Cable and Conductor

The new definition for the word “cable” and "conductor"

Last edit: 03/03/2023

The new definition for the word “cable” resulted in a revised definition for the word “conductor” and new definitions for “bare conductor”, “covered conductor”, “insulated conductor”, “jacket”, and “wire”. The definitions now read:

  • “Conductor" – a conductive material that is constructed for the purpose of carrying electric current.
  • “Bare conductor" – a conductor having no covering or electrical insulation. These conductors would typically be used for bonding and grounding.
  • “Covered conductor" – a conductor covered with a dielectric material having no rated dielectric strength.

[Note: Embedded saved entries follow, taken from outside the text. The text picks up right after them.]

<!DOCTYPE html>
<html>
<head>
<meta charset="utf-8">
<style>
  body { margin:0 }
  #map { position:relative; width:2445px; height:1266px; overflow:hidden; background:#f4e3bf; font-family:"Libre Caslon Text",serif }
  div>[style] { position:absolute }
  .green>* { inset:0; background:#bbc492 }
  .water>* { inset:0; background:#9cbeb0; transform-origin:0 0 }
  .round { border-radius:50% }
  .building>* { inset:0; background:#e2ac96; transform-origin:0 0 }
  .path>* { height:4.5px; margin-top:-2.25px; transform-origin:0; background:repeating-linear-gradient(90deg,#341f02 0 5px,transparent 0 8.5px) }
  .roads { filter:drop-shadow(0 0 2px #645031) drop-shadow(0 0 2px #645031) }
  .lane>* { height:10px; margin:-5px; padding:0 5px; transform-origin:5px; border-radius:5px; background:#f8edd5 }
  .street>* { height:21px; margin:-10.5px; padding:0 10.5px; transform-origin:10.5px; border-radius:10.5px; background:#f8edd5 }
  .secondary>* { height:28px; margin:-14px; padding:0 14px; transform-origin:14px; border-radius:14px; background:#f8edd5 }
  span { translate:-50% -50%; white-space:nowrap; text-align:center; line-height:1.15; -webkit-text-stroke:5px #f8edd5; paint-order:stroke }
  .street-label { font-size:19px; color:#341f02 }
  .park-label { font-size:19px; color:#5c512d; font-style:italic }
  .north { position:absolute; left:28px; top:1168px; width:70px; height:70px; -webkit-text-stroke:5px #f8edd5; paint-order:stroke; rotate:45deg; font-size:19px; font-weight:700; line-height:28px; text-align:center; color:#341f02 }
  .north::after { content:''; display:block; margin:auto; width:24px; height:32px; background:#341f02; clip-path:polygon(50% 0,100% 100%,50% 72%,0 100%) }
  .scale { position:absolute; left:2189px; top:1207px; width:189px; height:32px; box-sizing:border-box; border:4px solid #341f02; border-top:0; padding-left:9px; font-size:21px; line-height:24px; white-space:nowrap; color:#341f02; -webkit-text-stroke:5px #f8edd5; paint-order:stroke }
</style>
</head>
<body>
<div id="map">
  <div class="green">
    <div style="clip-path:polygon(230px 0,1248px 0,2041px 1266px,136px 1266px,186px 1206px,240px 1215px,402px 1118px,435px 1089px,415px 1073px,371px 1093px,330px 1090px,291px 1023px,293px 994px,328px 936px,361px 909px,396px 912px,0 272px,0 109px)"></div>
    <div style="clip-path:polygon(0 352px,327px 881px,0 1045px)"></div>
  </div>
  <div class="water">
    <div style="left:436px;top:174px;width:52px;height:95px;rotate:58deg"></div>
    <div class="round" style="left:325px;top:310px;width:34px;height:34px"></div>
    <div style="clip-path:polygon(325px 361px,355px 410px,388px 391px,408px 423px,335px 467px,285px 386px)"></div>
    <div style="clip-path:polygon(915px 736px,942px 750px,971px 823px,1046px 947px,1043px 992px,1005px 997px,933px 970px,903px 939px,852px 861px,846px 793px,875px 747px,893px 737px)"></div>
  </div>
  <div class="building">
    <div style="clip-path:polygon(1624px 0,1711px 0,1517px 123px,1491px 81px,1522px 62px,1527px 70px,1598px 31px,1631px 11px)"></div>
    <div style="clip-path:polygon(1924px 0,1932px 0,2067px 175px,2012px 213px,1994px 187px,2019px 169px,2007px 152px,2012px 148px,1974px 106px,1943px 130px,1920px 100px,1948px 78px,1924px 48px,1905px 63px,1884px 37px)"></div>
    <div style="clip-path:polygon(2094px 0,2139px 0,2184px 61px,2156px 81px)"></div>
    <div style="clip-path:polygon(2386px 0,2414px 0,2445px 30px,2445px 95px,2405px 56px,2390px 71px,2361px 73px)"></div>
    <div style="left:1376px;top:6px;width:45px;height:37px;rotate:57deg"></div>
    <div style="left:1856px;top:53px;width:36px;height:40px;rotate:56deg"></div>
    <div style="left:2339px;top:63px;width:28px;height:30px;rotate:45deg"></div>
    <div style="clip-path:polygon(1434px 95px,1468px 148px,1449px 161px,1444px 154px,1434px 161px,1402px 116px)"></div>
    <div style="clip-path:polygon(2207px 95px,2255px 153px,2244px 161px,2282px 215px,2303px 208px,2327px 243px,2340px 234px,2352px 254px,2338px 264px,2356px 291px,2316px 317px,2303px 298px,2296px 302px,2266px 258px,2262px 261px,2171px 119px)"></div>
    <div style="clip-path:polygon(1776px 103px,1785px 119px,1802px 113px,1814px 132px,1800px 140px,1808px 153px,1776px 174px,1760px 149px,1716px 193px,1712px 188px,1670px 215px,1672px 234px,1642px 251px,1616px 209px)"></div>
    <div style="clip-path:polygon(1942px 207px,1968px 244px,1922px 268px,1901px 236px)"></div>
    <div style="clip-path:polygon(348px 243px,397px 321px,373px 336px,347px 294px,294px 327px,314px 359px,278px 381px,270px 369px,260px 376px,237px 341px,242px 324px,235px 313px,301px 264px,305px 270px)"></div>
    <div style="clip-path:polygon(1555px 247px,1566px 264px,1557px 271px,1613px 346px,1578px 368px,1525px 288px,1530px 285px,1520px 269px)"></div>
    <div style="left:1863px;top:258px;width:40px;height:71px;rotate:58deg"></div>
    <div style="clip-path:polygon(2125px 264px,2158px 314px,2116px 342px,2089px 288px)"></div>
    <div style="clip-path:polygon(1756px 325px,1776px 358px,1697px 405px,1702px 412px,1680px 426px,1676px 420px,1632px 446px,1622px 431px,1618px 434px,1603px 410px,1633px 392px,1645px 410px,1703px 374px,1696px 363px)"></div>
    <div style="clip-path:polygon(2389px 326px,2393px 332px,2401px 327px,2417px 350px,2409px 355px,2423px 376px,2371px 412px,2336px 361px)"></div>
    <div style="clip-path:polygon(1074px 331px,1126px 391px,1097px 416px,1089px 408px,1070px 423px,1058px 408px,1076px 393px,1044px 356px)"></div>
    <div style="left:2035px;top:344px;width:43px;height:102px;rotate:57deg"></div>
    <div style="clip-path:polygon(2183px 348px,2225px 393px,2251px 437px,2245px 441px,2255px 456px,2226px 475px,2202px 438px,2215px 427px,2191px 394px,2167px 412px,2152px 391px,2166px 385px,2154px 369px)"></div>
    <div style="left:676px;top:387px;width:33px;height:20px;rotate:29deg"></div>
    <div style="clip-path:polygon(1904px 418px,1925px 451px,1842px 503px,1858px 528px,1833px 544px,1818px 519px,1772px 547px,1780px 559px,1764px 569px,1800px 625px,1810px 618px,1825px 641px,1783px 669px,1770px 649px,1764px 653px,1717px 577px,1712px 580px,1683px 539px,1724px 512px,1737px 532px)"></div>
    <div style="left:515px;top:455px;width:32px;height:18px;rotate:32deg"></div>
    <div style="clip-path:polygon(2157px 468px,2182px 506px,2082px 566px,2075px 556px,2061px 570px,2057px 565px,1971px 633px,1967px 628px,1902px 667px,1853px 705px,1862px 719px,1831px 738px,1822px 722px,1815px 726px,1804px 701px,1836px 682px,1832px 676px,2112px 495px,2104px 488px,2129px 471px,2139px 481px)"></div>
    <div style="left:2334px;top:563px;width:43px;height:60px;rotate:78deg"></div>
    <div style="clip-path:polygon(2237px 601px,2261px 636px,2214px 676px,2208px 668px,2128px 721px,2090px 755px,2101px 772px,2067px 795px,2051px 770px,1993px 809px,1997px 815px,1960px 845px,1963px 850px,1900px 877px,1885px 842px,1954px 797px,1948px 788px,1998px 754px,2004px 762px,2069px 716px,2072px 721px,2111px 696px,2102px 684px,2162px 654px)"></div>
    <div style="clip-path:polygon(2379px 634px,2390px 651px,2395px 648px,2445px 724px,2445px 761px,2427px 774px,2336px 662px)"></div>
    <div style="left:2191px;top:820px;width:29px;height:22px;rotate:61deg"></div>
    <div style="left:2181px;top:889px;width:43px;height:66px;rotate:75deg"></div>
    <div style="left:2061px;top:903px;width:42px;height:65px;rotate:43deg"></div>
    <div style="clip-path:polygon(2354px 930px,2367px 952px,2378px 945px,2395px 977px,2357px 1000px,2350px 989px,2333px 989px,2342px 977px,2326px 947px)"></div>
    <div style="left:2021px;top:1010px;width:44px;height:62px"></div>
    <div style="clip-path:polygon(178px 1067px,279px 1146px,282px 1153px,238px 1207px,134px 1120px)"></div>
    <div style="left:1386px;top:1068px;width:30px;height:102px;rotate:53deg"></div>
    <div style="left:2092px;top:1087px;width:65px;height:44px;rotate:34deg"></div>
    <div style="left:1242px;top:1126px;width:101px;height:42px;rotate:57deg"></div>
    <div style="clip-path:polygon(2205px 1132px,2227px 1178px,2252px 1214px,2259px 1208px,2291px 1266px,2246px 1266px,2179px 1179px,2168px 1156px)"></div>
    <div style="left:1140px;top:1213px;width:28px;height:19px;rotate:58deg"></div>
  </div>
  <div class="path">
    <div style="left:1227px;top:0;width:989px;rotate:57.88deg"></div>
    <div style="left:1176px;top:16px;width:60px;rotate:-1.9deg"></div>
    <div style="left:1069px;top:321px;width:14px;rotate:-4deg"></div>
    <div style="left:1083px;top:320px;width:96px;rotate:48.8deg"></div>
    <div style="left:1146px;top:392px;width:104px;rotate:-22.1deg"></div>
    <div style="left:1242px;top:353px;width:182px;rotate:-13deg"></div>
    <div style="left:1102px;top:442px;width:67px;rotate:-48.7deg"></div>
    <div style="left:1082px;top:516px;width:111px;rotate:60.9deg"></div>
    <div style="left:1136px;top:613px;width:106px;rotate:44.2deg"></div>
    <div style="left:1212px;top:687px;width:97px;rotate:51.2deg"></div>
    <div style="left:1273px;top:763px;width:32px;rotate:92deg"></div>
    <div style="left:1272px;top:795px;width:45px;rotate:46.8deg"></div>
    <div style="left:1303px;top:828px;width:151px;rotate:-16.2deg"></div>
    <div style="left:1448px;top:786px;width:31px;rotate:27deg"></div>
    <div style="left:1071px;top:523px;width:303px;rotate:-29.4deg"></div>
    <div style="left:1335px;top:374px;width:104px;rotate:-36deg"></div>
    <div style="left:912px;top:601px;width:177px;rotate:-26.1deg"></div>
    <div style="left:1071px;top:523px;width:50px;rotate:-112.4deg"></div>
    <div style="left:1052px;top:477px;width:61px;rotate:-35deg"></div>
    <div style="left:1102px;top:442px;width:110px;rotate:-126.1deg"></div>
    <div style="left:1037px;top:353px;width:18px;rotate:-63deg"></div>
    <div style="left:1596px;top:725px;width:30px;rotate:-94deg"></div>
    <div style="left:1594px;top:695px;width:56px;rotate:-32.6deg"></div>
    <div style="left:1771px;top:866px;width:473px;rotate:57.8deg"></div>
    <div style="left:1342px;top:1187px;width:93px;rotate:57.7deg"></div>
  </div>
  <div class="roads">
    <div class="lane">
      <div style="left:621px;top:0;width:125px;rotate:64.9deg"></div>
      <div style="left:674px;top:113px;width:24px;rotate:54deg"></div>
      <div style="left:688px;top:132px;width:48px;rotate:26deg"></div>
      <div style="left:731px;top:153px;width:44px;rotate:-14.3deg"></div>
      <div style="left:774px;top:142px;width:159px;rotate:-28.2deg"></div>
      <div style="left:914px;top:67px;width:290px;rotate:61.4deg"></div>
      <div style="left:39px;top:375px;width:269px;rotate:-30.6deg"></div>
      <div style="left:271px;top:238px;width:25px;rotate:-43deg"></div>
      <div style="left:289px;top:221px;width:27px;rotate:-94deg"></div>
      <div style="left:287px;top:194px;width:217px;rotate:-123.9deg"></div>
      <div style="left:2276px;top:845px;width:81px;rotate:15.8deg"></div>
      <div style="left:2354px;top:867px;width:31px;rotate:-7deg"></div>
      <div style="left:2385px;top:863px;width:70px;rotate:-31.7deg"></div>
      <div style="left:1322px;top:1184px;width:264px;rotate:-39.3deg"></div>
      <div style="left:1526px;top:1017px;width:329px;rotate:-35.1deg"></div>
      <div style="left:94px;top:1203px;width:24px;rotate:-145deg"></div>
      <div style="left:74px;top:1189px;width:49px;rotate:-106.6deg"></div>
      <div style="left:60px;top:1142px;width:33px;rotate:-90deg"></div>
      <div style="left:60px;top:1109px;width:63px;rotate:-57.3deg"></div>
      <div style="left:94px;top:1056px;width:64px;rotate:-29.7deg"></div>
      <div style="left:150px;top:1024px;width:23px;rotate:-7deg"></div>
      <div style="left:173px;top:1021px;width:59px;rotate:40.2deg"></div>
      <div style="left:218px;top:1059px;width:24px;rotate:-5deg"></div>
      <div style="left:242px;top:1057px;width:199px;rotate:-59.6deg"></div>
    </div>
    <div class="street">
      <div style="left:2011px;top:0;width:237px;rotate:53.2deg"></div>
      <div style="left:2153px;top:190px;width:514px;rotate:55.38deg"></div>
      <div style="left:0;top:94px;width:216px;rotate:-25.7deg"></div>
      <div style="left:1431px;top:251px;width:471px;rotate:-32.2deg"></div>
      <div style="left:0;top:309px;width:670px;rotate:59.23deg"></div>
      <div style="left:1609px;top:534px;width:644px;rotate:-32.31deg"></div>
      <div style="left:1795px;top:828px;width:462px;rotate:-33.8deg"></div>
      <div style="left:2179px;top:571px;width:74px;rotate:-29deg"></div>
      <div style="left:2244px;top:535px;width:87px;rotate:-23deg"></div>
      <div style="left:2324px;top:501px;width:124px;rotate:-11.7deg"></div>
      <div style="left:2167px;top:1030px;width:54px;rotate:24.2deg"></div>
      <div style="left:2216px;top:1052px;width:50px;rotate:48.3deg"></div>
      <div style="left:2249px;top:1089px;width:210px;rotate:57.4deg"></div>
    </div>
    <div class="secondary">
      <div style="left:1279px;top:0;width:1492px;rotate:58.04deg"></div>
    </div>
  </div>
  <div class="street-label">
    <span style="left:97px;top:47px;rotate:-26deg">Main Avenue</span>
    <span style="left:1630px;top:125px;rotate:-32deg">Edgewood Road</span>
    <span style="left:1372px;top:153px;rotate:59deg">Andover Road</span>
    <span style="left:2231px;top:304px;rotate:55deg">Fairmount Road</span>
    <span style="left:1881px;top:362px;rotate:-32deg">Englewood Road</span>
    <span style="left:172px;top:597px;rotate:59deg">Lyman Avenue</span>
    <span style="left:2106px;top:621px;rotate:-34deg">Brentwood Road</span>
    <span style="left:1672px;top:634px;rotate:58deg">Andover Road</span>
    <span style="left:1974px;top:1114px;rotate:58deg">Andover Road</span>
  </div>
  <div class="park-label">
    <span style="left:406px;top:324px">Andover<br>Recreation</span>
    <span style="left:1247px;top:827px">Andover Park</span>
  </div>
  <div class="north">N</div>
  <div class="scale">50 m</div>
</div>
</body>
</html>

Covered conductors are typically used inside distribution equipment and for overhead high voltage installations.
  • “Insulated conductor" – a conductor covered with a dielectric material having a rated dielectric strength.
  • “Cable" – a complete manufactured assembly of one or more insulated conductors which may also include optical fibres, fillers, strength members, insulating and protective material, having a continuous overall covering providing electrical, mechanical and environmental protection to the assembly.
  • “Jacket" – a non-metallic covering on a cable which provides mechanical and environmental protection for the cable.
  • “Wire" – see "Conductor.”

The rationale for these new definitions was to provide separate dedicated definitions in order to recognize the specific differences between conductors and cables. The reworded definition of conductor is now limited to the conductive material (aluminum, copper, etc.) used to carrying electric current.